云歌知道云杉的意思,他平日里不会把关心云祺挂在嘴边,但对家中唯一的妹妹,还是十分喜爱的。
他是六位哥哥中最老气横秋的一个,只因腿伤不能上战场,留在了京中做官,所以行事起来比起其他兄弟,更加稳妥老练一些。
云歌想起当初的自己,与三哥哥性格不甚合拍,觉得他是和段景毅这样心思深沉的人相处久了,就生出许多官场上的做派来,每每三哥哥对她说什么,她都是不听的。
现在想想,当时的自己是多么的幼稚啊。

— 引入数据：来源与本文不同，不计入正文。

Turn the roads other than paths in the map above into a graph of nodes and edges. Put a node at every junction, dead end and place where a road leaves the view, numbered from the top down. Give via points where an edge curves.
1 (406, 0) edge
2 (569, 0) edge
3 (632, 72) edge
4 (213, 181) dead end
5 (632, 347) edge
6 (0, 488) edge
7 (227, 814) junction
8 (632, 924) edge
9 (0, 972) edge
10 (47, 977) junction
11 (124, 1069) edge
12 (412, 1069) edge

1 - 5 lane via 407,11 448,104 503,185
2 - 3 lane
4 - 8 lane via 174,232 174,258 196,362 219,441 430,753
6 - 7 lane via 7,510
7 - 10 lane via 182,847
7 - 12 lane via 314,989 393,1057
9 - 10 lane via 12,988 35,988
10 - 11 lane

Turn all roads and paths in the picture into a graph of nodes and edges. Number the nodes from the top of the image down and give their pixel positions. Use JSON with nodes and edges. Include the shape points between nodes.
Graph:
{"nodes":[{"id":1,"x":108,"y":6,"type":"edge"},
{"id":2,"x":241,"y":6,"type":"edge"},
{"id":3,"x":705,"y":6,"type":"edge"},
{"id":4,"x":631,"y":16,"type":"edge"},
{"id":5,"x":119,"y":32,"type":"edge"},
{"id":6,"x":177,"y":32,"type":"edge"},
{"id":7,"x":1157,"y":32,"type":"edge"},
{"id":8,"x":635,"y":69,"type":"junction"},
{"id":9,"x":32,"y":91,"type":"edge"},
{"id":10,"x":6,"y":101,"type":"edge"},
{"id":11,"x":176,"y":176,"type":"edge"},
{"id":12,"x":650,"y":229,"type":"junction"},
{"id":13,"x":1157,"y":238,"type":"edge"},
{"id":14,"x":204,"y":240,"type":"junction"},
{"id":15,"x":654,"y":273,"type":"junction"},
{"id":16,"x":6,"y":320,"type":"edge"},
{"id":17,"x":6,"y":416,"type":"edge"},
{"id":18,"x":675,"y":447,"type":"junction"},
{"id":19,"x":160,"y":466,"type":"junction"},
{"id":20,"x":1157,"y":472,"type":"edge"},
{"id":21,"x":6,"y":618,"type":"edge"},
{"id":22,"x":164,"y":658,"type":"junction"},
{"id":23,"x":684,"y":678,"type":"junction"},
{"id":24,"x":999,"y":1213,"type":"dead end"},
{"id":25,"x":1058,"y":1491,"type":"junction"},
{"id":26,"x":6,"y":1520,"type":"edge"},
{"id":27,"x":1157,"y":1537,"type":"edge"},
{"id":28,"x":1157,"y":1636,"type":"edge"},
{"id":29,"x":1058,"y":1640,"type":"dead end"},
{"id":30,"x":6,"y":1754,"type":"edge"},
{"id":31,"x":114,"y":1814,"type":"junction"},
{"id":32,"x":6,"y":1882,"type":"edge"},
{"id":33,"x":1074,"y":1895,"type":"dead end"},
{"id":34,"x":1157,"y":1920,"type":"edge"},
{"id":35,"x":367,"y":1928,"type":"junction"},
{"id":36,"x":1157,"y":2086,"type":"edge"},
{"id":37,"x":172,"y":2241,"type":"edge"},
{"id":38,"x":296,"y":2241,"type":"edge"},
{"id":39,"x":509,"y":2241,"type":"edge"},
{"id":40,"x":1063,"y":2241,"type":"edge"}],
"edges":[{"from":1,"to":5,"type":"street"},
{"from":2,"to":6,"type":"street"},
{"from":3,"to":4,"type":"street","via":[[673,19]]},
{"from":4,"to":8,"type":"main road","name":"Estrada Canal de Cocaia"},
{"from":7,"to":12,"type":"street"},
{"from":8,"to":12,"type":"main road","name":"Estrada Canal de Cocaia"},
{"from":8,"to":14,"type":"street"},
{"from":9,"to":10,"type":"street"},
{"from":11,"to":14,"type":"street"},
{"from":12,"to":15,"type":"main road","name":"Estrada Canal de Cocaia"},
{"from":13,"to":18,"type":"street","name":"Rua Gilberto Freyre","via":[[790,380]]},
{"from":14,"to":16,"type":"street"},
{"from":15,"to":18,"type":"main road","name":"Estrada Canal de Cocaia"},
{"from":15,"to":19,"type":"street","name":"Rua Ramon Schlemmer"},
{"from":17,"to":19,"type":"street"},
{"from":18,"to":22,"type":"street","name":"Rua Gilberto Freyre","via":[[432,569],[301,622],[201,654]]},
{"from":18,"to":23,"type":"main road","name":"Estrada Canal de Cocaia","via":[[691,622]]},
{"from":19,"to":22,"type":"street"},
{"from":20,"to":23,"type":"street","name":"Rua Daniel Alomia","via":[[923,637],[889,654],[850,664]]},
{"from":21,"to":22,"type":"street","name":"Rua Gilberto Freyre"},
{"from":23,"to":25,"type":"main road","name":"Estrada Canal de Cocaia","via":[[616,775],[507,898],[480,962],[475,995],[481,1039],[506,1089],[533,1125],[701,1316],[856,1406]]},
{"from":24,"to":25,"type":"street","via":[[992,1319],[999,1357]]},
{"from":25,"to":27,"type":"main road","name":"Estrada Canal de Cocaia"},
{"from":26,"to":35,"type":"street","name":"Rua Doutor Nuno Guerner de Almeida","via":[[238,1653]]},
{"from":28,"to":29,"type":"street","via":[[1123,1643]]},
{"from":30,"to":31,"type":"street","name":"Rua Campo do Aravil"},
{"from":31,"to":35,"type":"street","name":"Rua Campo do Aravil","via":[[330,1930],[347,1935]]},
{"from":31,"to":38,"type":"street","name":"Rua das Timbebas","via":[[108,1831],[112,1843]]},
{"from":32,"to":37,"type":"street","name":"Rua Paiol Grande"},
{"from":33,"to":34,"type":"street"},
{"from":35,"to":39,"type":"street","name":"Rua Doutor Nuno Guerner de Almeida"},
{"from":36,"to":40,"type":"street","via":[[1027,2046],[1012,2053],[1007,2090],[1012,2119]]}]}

竟连自己的哥哥都不相信,而要去信任一个只会利用自己的人。
项元朝去检查队伍时,段景毅已经随着云家兄弟进了大楚的境内了。
他见了阿紫,又看到一向跟在段景毅身边的战肖,就没有起疑心。殊不知,战肖已将护卫的工作交给了自己的亲信高典打理,自己则与阿紫,做了项元朝眼前的障眼法。
高典化成云杉身边的护卫,跟在马车旁。
一行人一路上还算平静。
云杉又带着云泗视察了边关诸城的几个军营,现下军队都在云家的麾下,军纪严明,不曾懈怠。此时正是云家在朝中得势之际,云家的权势,遍布大楚各地,眼前恢弘的场面和壮丽的景色,无不让云歌心潮澎湃。
不过,她不会被这虚假的回忆所欺骗。
凤昭帝,实则与段景瑞一般,都只是在行驶帝王的权衡之术罢了。